By Matt Buxton mbuxton@newsminer.com

JUNEAU — The Alaska Railroad is applying to become the nation’s first railroad system to ship natural gas by rail, a move that comes as the state looks for cheap ways to deliver the product to Fairbanks.

Alaska Railroad Corp. CEO Bill O’Leary told the Senate Finance Committee on Monday that the public corporation will apply this week with the Federal Railroad Administration to carry liquefied natural gas containers.

The attention comes a week after the state announced plans to buy Fairbanks Natural Gas and parent company Pentex in a bid to bring an increased supply of gas from Cook Inlet to Fairbanks. Gov. Bill Walker said he’s targeting a low price for gas and will be looking to use the underutilized Alaska Railroad to achieve that goal.

“With these announcements, we are certainly ready, willing and able to help with the movement of LNG,” O’Leary told the committee.

O’Leary said the application with the federal agency would allow the state railroad to begin shipping liquefied natural gas containers, known as ISO containers. He said the practice is common in Japan but has never been done in the United States. He said he expects the approval process to take about six months.

The ISO containers would take a bit longer to purchase and put into action, about 12 to 18 months, O’Leary said. When asked just how much it would cost the railroad to ship gas, he declined to give an exact number.

“Ours is just one portion in the larger supply chain on this,” he said. “ We have been working with a number of different possible shippers and have quoted differently on different logistical solutions.”

O’Leary said a couple of companies have approached the railroad in the last year to explore shipping gas to Fairbanks.

The ISO containers have a capacity of about 11,000 gallons of LNG, meaning each container can carry about 908,000 cubic feet of natural gas. If the rail supply were to match the 6 billion cubic feet per year projected output of the now-scrapped North Slope processing plant, it would take a little more than 18 ISO containers per day to supply the Interior. Two ISO containers can fit on one rail car, O’Leary said.

Alaska Railroad Corp. spokesman Tim Sullivan, in an email after the meeting, gave additional insight into how the railroad would handle shipping gas.
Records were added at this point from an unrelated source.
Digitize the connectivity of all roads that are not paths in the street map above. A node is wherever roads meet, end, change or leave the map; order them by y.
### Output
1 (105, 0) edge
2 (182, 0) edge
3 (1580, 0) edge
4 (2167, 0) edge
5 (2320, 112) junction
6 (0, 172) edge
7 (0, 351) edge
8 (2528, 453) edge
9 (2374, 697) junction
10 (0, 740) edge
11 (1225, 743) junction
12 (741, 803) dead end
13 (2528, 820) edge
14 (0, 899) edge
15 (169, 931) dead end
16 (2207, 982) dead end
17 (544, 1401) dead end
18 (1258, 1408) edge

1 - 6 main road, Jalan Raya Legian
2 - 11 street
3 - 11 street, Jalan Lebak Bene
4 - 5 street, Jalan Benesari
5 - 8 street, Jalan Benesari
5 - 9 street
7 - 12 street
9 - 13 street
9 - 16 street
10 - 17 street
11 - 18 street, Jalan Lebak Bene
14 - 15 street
“The operating model that we’ve been looking at has the shippers owning or leasing the ISO containers, not the Alaska Railroad,” he said. “Our belief is that they would be ordered as soon as there is a decision made on shipping the gas by rail.”

Still, many lawmakers continued to air skepticism about the state’s plan to buy Fairbanks Natural Gas. In a news conference Monday morning, Soldotna Republican Sen. Peter Micciche said he thought it wasn’t a good move because the purchase doesn’t guarantee additional gas supplies to Fairbanks. Micciche is the manager of the ConocoPhillips gas export plant in Kenai.

“I would hope that they reconsider,” he said. “I think there are other options that should be evaluated, and it’s clear that this deal really provides nothing in additional supplies to the Interior.”

Micciche floated the idea of using a cheap and readily accessible plastic pipeline to provide a direct route of additional gas to Fairbanks. He was critical of any plan, including providing it by rail, that adds more handling steps to the gas.

After the meeting, he showed off a piece of 4-inch FlexSteel pipe, a plastic pipe reinforced with sheets of steel. He said an 8-inch line could supply Fairbanks and could be put into the ground quickly, cutting out the need for costly liquefaction and re-gasification plants.

Micciche said he plans to hold a review of the Alaska Industrial Development and Export Authority’s plans to purchase Pentex in the Senate Special Committee on Energy, which he co-chairs with Fairbanks Sen. Click Bishop, at 1:30 p.m. Thursday.

When asked about the possibility of a pipeline, AIDEA spokesman Karsten Rodvik said it would be considered.

“We will evaluate this option for its potential in getting natural gas to Interior Alaska,” he said. “We will be looking at all options.”

AIDEA is pursuing a sale agreement with Pentex with a deadline of Feb. 28.

O’Leary said he was confident that rail can serve as a lower-cost alternative to trucking gas north and said the railroad has been in talks with the Walker administration about the potential.

“We’re much more efficient for moving bulk quantities than by moving by truck,” he said. “And we’re looking for business.”